* * * * *
An hour later Bartley and Cheyenne were at the Lawrence ranch, where they changed packs, saddled Filaree and Joshua, and turned the horses borrowed from Steve Brown into Uncle Frank’s back pasture.
Little Jim watched these operations with keen interest. He wanted to help, but refrained for fear that he would muss up his hair—and he wanted Uncle Frank to notice his hair as it was.
Aunt Jane hastily prepared a meal and Dorothy helped.
In a few minutes Cheyenne and Bartley had eaten, and were ready for the road. Cheyenne stepped up and shook hands with Jimmy, as though Jimmy were a grown-up. Jimmy felt elated. There was no one just like his father, even if folks did say that Cheyenne Hastings could do better than ride around the country singing and joking with everybody.
“And don’t forget to stop by when you come back,” said Aunt Jane, bidding farewell to Bartley.
Dorothy shook hands with the Easterner and wished him a pleasant journey, rather coolly, Bartley thought. She was much more animated when bidding farewell to Cheyenne.
“And I won’t forget to send you that rifle,” said Bartley as he nodded to Little Jim.

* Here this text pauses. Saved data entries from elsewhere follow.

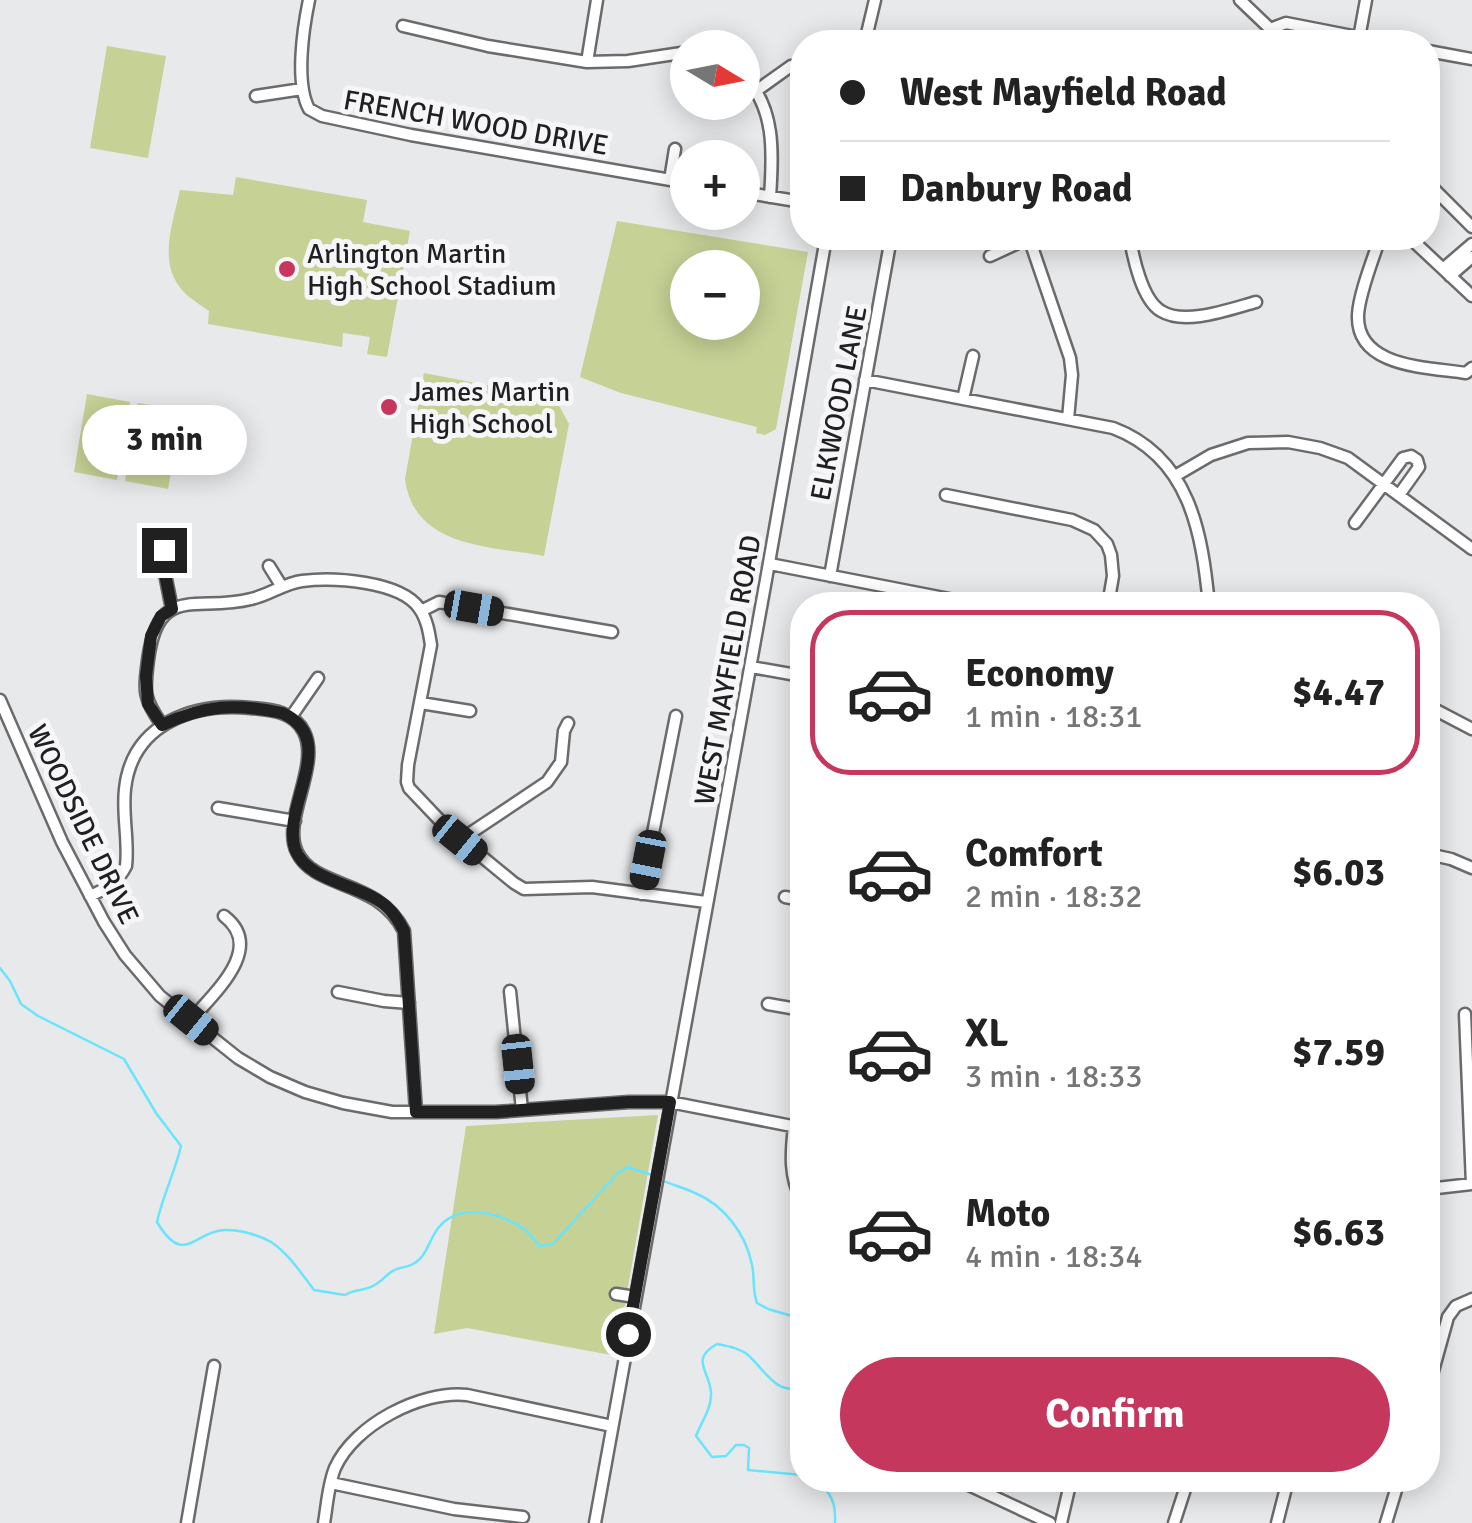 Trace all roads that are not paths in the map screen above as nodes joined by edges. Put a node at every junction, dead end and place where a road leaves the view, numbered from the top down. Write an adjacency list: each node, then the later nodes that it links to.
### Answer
1 (309, 0): 17 (street)
2 (597, 0): 14 (street)
3 (874, 0): 8 (street)
4 (1240, 0): 7 (street)
5 (1366, 0): 10 (street)
6 (403, 26): 14 (street)
7 (1270, 29): 9 (street)
8 (868, 30)
9 (1322, 30)
10 (1360, 30)
11 (670, 54): 14 (street)
12 (1440, 54): 13 (street)
13 (1472, 59)
14 (587, 62)
15 (790, 67): 16 (street)
16 (760, 88)
17 (302, 89): 18 (street); 20 (street, FRENCH WOOD DRIVE)
18 (256, 96)
19 (760, 99): 23 (street)
20 (670, 180)
21 (760, 195): 23 (street)
22 (1440, 195): 25 (street)
23 (770, 196): 24 (street)
24 (790, 200)
25 (1472, 227)
26 (1472, 244): 36 (street)
27 (824, 250): 51 (street, WEST MAYFIELD ROAD)
28 (889, 250): 41 (street, ELKWOOD LANE)
29 (1003, 250): 34 (street)
30 (1033, 250): 43 (street)
31 (1132, 250): 38 (street)
32 (1376, 250): 40 (street)
33 (1423, 250): 36 (street)
34 (990, 256)
35 (1472, 257): 36 (street)
36 (1447, 272): 37 (street)
37 (1472, 296)
38 (1256, 302)
39 (972, 356): 42 (street)
40 (1472, 368)
41 (865, 380): 42 (street); 53 (street, ELKWOOD LANE)
42 (963, 399): 43 (street)
43 (1068, 419): 44 (street)
44 (1175, 476): 45 (street); 57 (street)
45 (1383, 484): 47 (street); 47 (street); 48 (street)
46 (946, 495): 56 (street)
47 (1399, 495): 49 (street)
48 (1355, 523)
49 (1472, 549)
50 (164, 550): 58 (street)
51 (770, 564): 53 (street); 61 (street, WEST MAYFIELD ROAD)
52 (269, 566): 54 (street)
53 (830, 576): 55 (street)
54 (282, 588): 58 (street); 59 (street)
55 (913, 592)
56 (1110, 592)
57 (1207, 592)
58 (172, 609): 71 (street)
59 (422, 611): 60 (street); 65 (street)
60 (612, 632)
61 (751, 667): 62 (street); 82 (street, WEST MAYFIELD ROAD)
62 (790, 674)
63 (318, 678): 69 (street)
64 (0, 700): 79 (street, WOODSIDE DRIVE)
65 (421, 703): 66 (street); 75 (street)
66 (470, 711)
67 (1440, 713): 72 (street)
68 (676, 716): 78 (street)
69 (291, 717): 71 (street); 74 (street)
70 (568, 723): 75 (street)
71 (162, 725): 79 (street)
72 (1472, 729)
73 (218, 808): 74 (street)
74 (295, 822): 86 (street)
75 (460, 840): 78 (street)
76 (1440, 857): 77 (street)
77 (1472, 868)
78 (641, 894): 82 (street)
79 (90, 896): 90 (street, WOODSIDE DRIVE)
80 (785, 897): 81 (street)
81 (790, 898)
82 (706, 902): 91 (street, WEST MAYFIELD ROAD)
83 (224, 916): 90 (street)
84 (338, 992): 86 (street)
85 (510, 992): 92 (street)
86 (410, 1004): 93 (street)
87 (768, 1004): 88 (street)
88 (790, 1008)
89 (1465, 1014): 95 (street)
90 (191, 1020): 93 (street, WOODSIDE DRIVE)
91 (670, 1102): 92 (street, WOODSIDE DRIVE); 94 (street, WOODSIDE DRIVE); 98 (street, WEST MAYFIELD ROAD)
92 (522, 1110): 93 (street, WOODSIDE DRIVE)
93 (416, 1112)
94 (790, 1125)
95 (1472, 1184): 96 (street)
96 (1440, 1188)
97 (616, 1294): 98 (street)
98 (634, 1297): 102 (street, WEST MAYFIELD ROAD)
99 (1472, 1299): 100 (street)
100 (1440, 1345)
101 (214, 1366): 110 (street)
102 (612, 1426): 103 (street); 112 (street, WEST MAYFIELD ROAD)
103 (331, 1483): 109 (street); 111 (street)
104 (984, 1492): 113 (street)
105 (1067, 1492): 114 (street)
106 (1184, 1492): 115 (street)
107 (1285, 1492): 116 (street)
108 (1395, 1492): 117 (street)
109 (523, 1517)
110 (187, 1523)
111 (324, 1523)
112 (595, 1523)
113 (1050, 1523)
114 (1061, 1523)
115 (1174, 1523)
116 (1278, 1523)
117 (1386, 1523)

Uncle Frank helped them haze Sneed’s horses out of the yard on to the road, where Cheyenne waited to head them from taking the hill trail, again.

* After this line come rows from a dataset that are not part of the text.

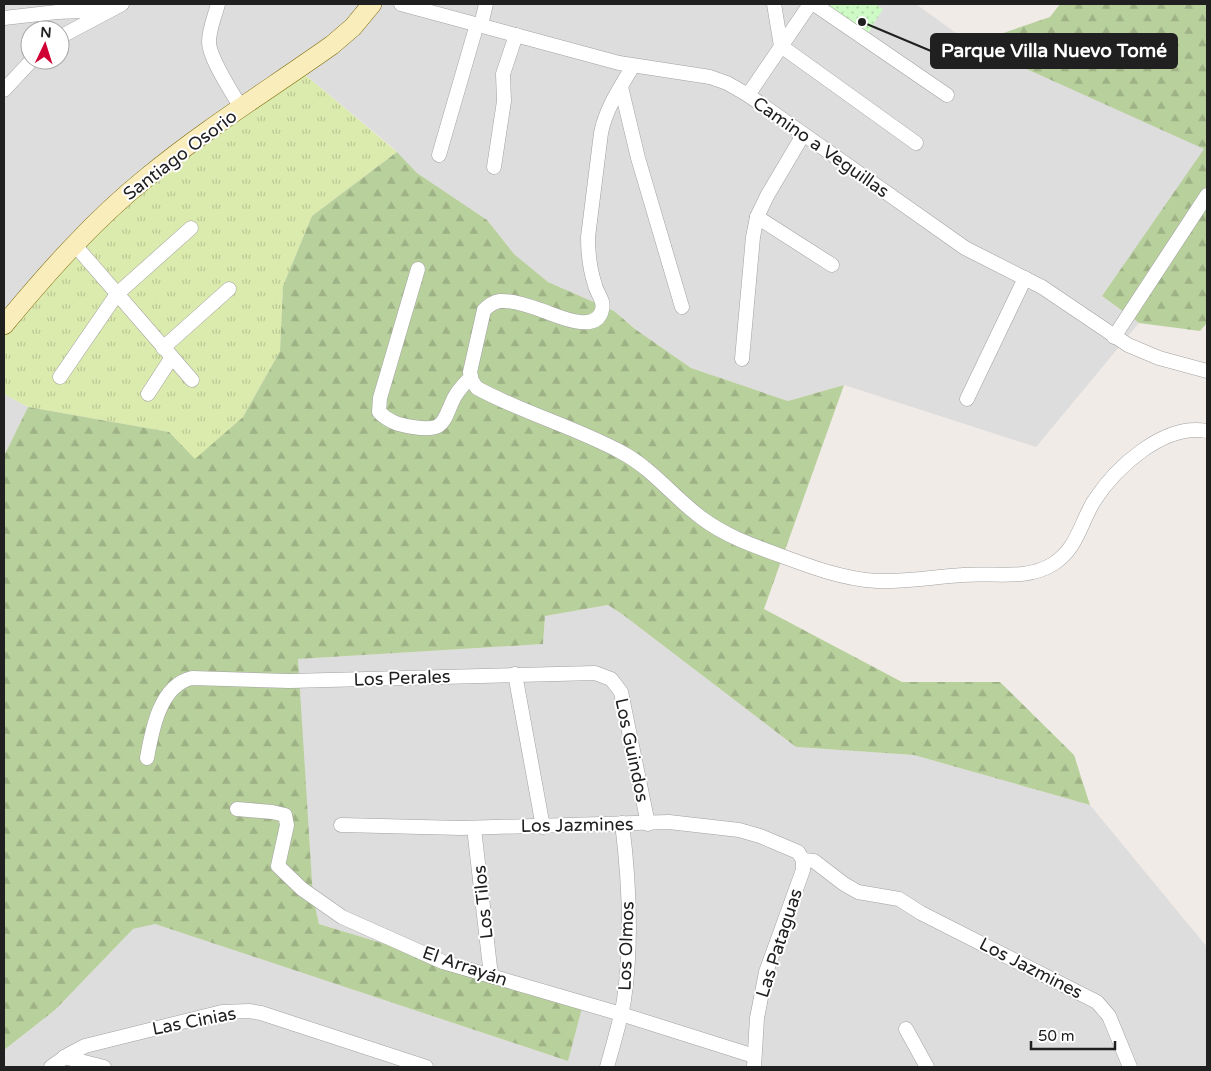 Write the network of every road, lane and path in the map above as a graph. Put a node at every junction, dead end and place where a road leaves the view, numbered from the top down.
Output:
1 (218, 4) edge
2 (372, 4) edge
3 (401, 4) edge
4 (486, 4) edge
5 (116, 7) edge
6 (775, 9) edge
7 (802, 16) junction
8 (4, 18) edge
9 (479, 25) junction
10 (70, 31) edge
11 (516, 35) junction
12 (781, 46) junction
13 (633, 66) junction
14 (23, 70) edge
15 (621, 87) junction
16 (4, 90) edge
17 (748, 95) junction
18 (947, 95) dead end
19 (241, 108) junction
20 (803, 135) junction
21 (916, 143) dead end
22 (438, 155) dead end
23 (494, 167) dead end
24 (1207, 195) edge
25 (757, 217) junction
26 (191, 228) dead end
27 (74, 244) junction
28 (832, 265) dead end
29 (418, 268) dead end
30 (1025, 278) junction
31 (229, 289) dead end
32 (117, 294) junction
33 (682, 306) dead end
34 (4, 325) edge
35 (1114, 336) junction
36 (167, 352) junction
37 (742, 359) dead end
38 (1207, 371) edge
39 (470, 377) junction
40 (60, 378) dead end
41 (192, 380) dead end
42 (148, 394) dead end
43 (967, 399) dead end
44 (1207, 431) edge
45 (515, 674) junction
46 (611, 679) joint
47 (148, 758) dead end
48 (237, 809) dead end
49 (622, 823) junction
50 (648, 824) junction
51 (341, 825) dead end
52 (543, 827) junction
53 (474, 828) junction
54 (803, 860) junction
55 (491, 976) junction
56 (621, 1014) junction
57 (906, 1029) dead end
58 (64, 1057) junction
59 (754, 1061) edge
60 (51, 1067) edge
61 (104, 1067) edge
62 (426, 1067) edge
63 (606, 1067) edge
64 (927, 1067) edge
65 (1130, 1067) edge

1 - 19 street
2 - 19 street, Santiago Osorio
3 - 9 street, Camino a Veguillas
4 - 9 street
5 - 8 street
5 - 10 street
6 - 7 street
6 - 12 street
7 - 12 street
7 - 18 street
9 - 11 street, Camino a Veguillas
9 - 22 street
11 - 13 street, Camino a Veguillas
11 - 23 street
12 - 17 street
12 - 21 street
13 - 15 street
13 - 17 street, Camino a Veguillas
14 - 16 street
15 - 33 street
15 - 39 street
17 - 20 street, Camino a Veguillas
19 - 27 street, Santiago Osorio
20 - 25 street
20 - 30 street, Camino a Veguillas
24 - 35 street
25 - 28 street
25 - 37 street
26 - 32 street
27 - 32 street
27 - 34 street, Santiago Osorio
29 - 39 street
30 - 35 street, Camino a Veguillas
30 - 43 street
31 - 36 street
32 - 36 street
32 - 40 street
35 - 38 street, Camino a Veguillas
36 - 41 street
36 - 42 street
39 - 44 street
45 - 46 street, Los Perales
45 - 47 street, Los Perales
45 - 52 street
46 - 50 street, Los Guindos
48 - 55 street, El Arrayán
49 - 50 street, Los Jazmines
49 - 52 street, Los Jazmines
49 - 56 street, Los Olmos
50 - 54 street, Los Jazmines
51 - 53 street, Los Jazmines
52 - 53 street, Los Jazmines
53 - 55 street, Los Tilos
54 - 59 street, Las Pataguas
54 - 65 street, Los Jazmines
55 - 56 street, El Arrayán
56 - 59 street, El Arrayán
56 - 63 street, Los Olmos
57 - 64 street
58 - 60 street, Las Cinias
58 - 61 street
58 - 62 street, Las Cinias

Just as he left, Bartley turned to Dorothy who stood twisting a pomegranate bud in her fingers. “May I have it?” he asked, half in jest.
She tossed the bud to him and he caught it. Then he spurred out after Cheyenne who was already hazing the horses down the road. Occasionally one of the horses tried to break out and take to the hills, but Cheyenne always headed it back to the bunch, determined, for some reason unknown to Bartley, to keep the horses together and going south.

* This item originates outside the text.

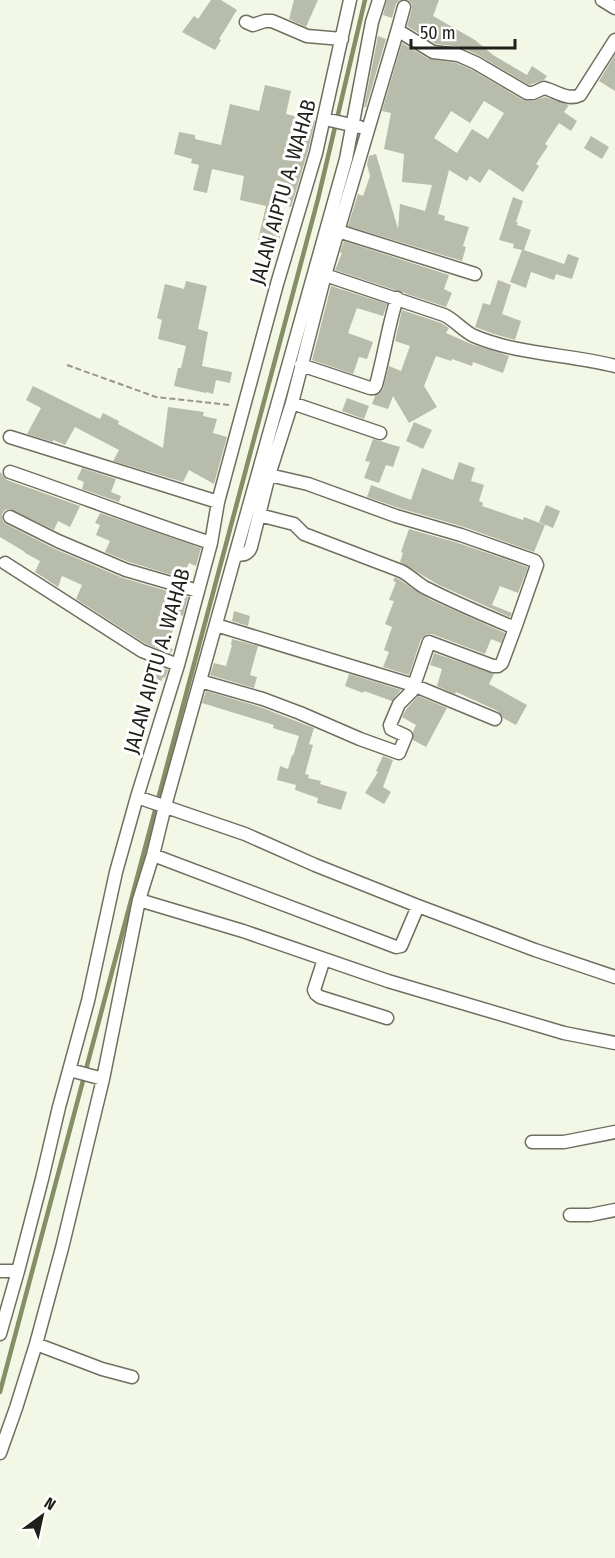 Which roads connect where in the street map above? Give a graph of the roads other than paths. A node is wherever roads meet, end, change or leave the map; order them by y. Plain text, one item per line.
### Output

The road climbed gradually, winding in and out among the foothills. As the going became stiffer, the rock outcropped and the dust settled.
The horses slowed to a walk. Bartley wondered why his companion seemed determined to drive Sneed’s stock south. He thought it would be just as well to let them break for the hills, and not bother with them. But Cheyenne offered no explanation. He evidently knew what he was about.
To their right lay the San Andreas Valley across which the long, slanting shadows of sunset crept slowly. Still Cheyenne kept the bunch of horses going briskly, when the going permitted speed. Just over a rise they came suddenly upon an Apache, riding a lean, active paint horse. Cheyenne pulled up and talked with the Indian. The latter grinned, nodded, and, jerking his pony round, rode after the horses as they drifted ahead. Bartley saw the Apache bunch the animals again, and turn them off the road toward the hills.
“Didn’t expect to meet up with luck, so soon,” declared Cheyenne. “I figured to turn Sneed’s hosses loose when I’d got ’em far enough from the ranch. But that Injun’ll take care of ’em. Sneed ain’t popular with the Apaches. Sneed’s cabin is right clost to the res’avation line.”